Intéressons-nous aux significations symboliques du chiffre douze. Oubliez les douze mois de l’année, les douze animaux du calendrier chinois ou les douze signes du zodiaque. Les douze travaux d’Hercule. Les douze divinités principales de la mythologie grecque. Les douze salles imposantes du paradis scandinave, sans doute moins connues. Les douze lions qui ornaient, selon la légende, les marches du trône de Salomon. Les douze planètes du système solaire (même si la question se présente en ce cas sous un jour plus complexe, car il conviendrait de retrancher Pluton, qui a perdu son statut de planète, et d’ajouter des corps célestes dont les astronomes pensent qu’ils ont été détruits). Nous parvenons enfin à toucher au but avec la réserve de marche de douze jours de la Villeret Tourbillon 12 Jours de Blancpain.

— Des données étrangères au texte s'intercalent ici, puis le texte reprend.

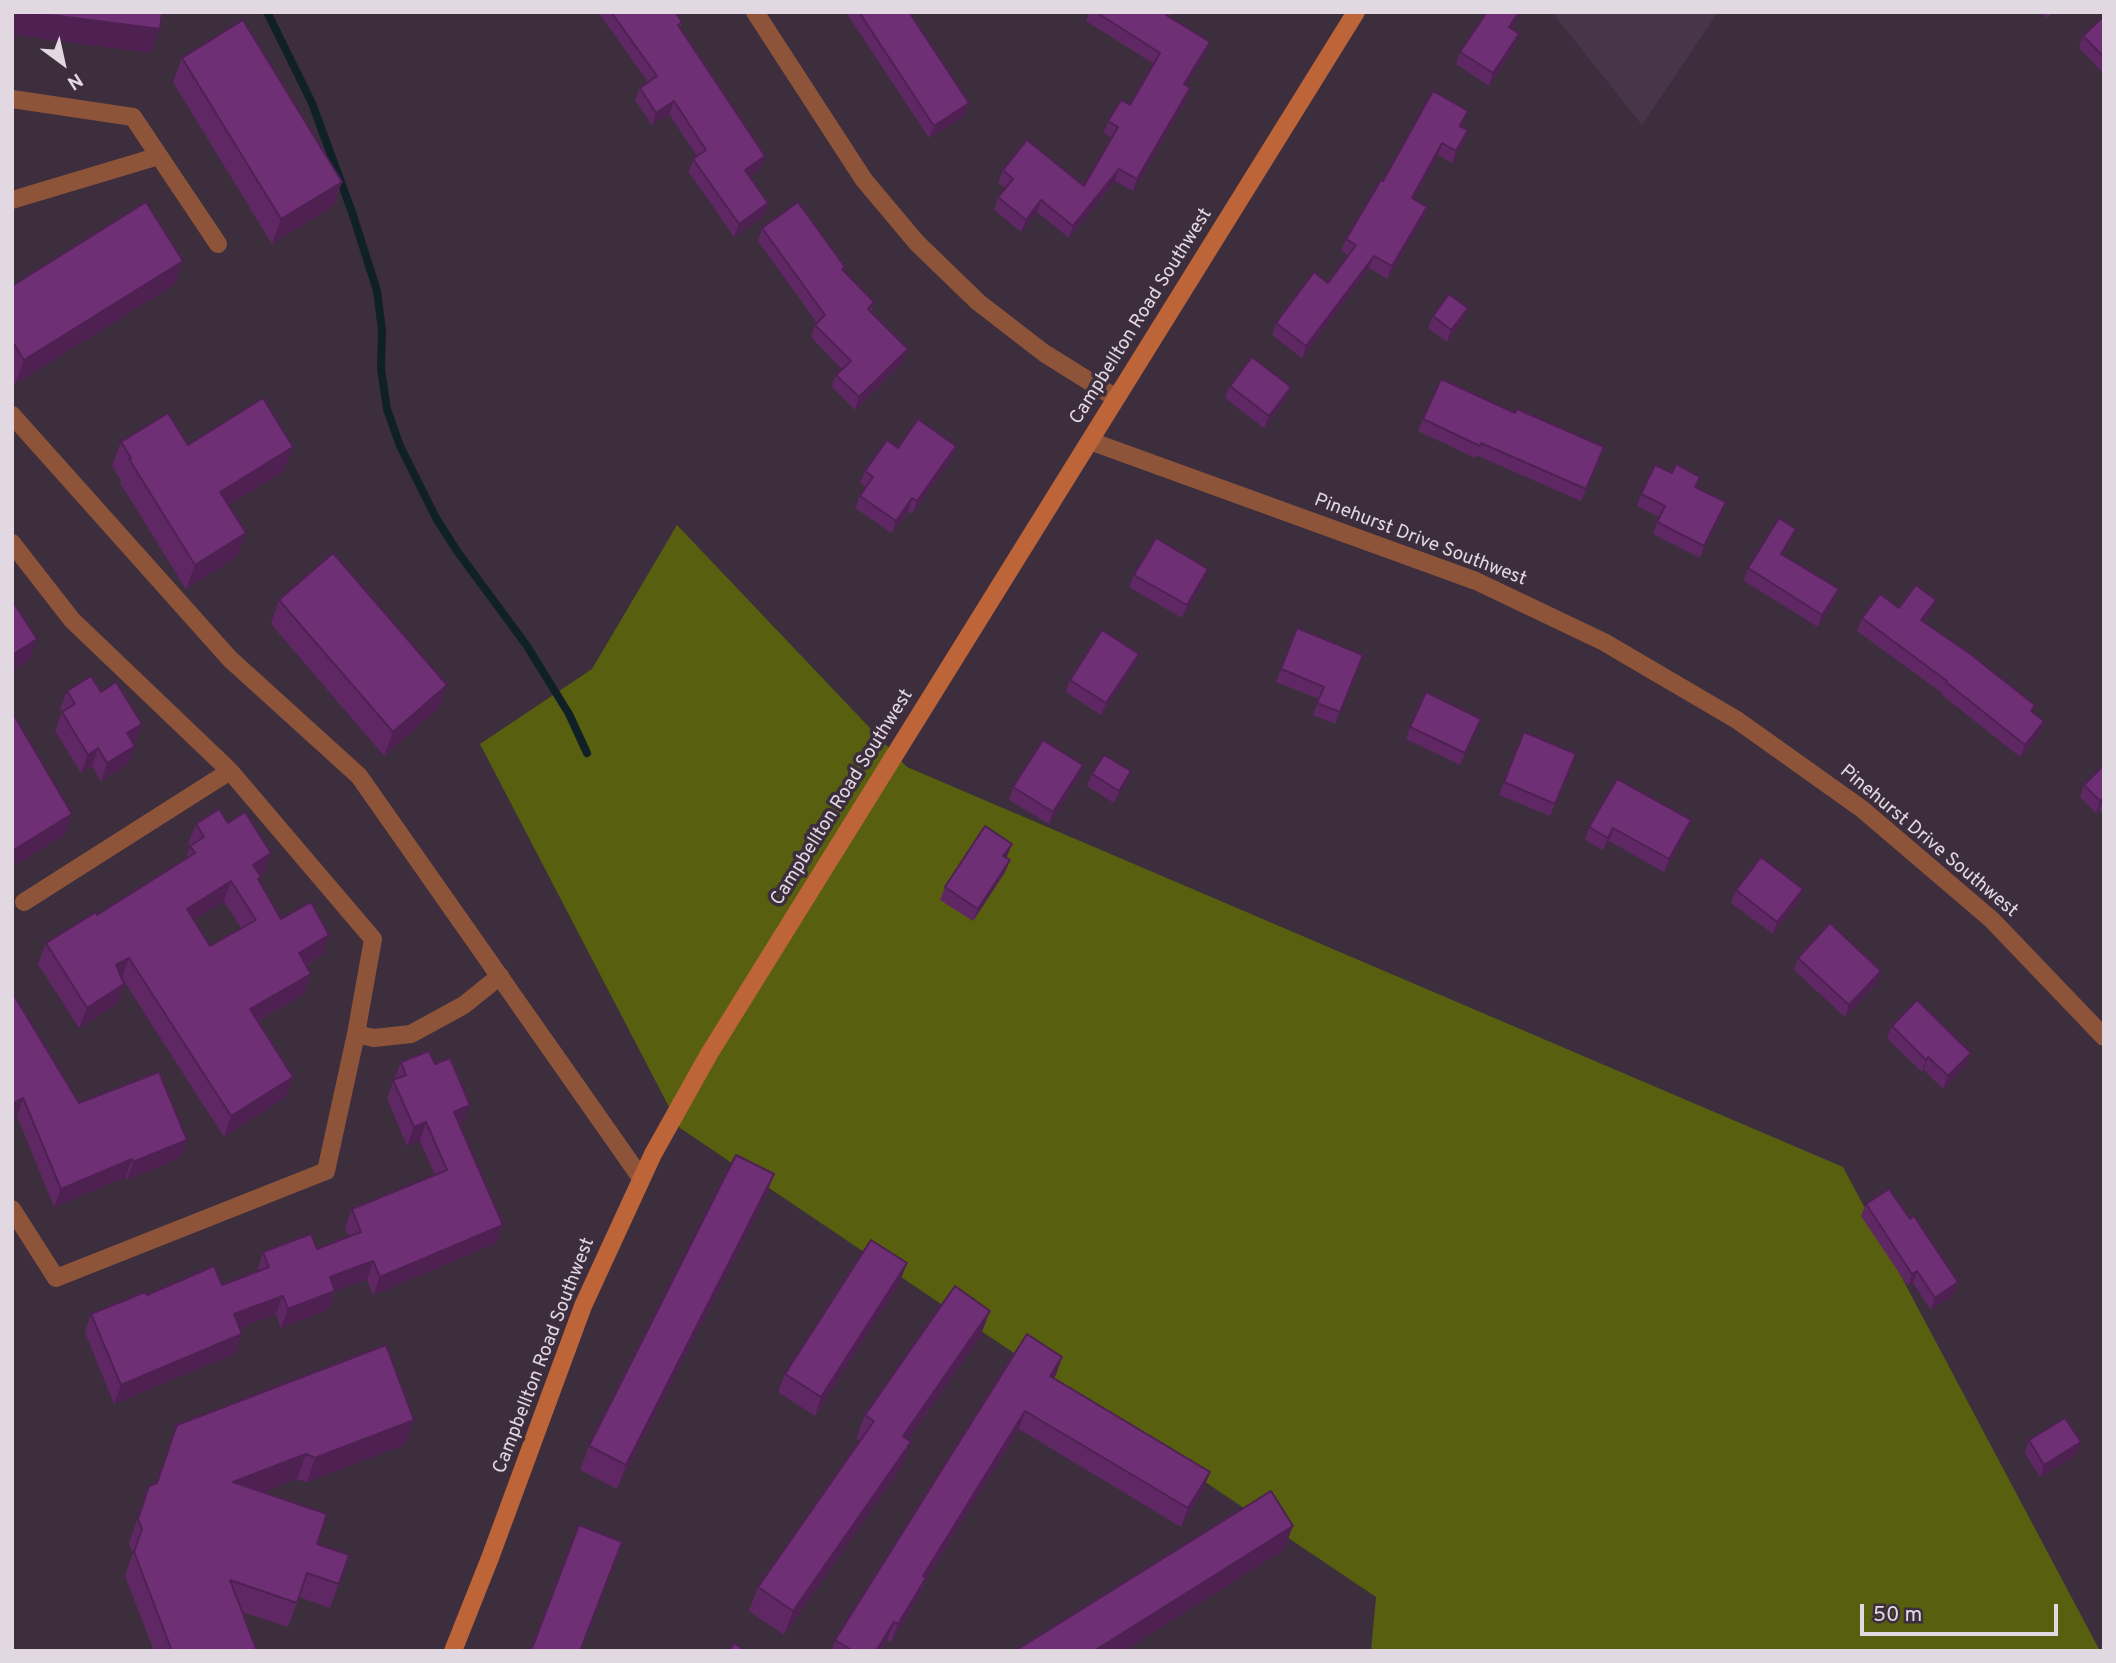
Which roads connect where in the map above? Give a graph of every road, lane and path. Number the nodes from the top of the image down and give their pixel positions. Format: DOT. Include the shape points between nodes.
graph roads {
  1 [pos="755,12"];
  2 [pos="1356,12"];
  3 [pos="12,99"];
  4 [pos="159,156"];
  5 [pos="12,200"];
  6 [pos="218,244"];
  7 [pos="1116,398"];
  8 [pos="12,415"];
  9 [pos="1090,441"];
  10 [pos="12,543"];
  11 [pos="230,771"];
  12 [pos="24,902"];
  13 [pos="500,976"];
  14 [pos="356,1034"];
  15 [pos="2104,1037"];
  16 [pos="641,1178"];
  17 [pos="12,1209"];
  18 [pos="453,1651"];
  1 -- 7 [label="street" via="864,180 917,243 989,311 1044,353"];
  2 -- 7 [label="main road, Campbellton Road Southwest"];
  3 -- 4 [label="street" via="133,117"];
  4 -- 5 [label="street"];
  4 -- 6 [label="street"];
  7 -- 9 [label="main road, Campbellton Road Southwest"];
  8 -- 13 [label="street" via="230,660 359,776"];
  9 -- 15 [label="street, Pinehurst Drive Southwest" via="1476,581 1604,642 1725,712 1862,809 1992,920"];
  9 -- 16 [label="main road, Campbellton Road Southwest" via="709,1054"];
  10 -- 11 [label="street" via="72,620"];
  11 -- 12 [label="street"];
  11 -- 14 [label="street" via="373,939"];
  13 -- 14 [label="street" via="464,1005 411,1034 374,1038"];
  13 -- 16 [label="street"];
  14 -- 17 [label="street" via="326,1171 55,1279"];
  16 -- 18 [label="main road, Campbellton Road Southwest" via="583,1306"];
}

Avant d’examiner en détail la Villeret Tourbillon 12 Jours et son nouveau calibre 242, il n’est sans doute pas inutile de marquer une pause afi n de considérer brièvement les principes fondamentaux du tourbillon. Inventé et breveté par Abraham-Louis Breguet en 1801, ce mécanisme est destiné à améliorer la précision. Toutes les montres sont sujettes à de petites variations de marche provoquées par la gravité lorsqu’elles sont portées dans une position verticale. Dans certaines d’entre elles, la force de l’attraction terrestre provoque une faible avance alors que, dans d’autres, elle est à l’origine d’un léger retard. L’objectif essentiel du tourbillon réside dans l’annulation de ces erreurs par la disposition de l’organe réglant de la montre dans une rotation constante de 360 degrés qui fait passer le balancier et l’échappement à travers toutes les positions d’avance et de retard, les premières annulant les secondes. La construction classique, décrite dans le brevet original et mise en pratique depuis lors, se fonde sur une cage qui supporte le balancier et l’échappement tout en tournant autour d’une roue fixe. Comme sur tous les tourbillons, et à l’inverse du carrousel de Blancpain qui compense les écarts de marche par la rotation des composants de l’organe réglant, la rotation de la cage est directement reliée à l’échappement. L’énergie délivrée par le rouage pour assurer la révolution de la cage alimente également l’ échappement et, si cette rotation autour de la roue fixe est interrompue pour un motif quelconque, la montre cessera de fonctionner.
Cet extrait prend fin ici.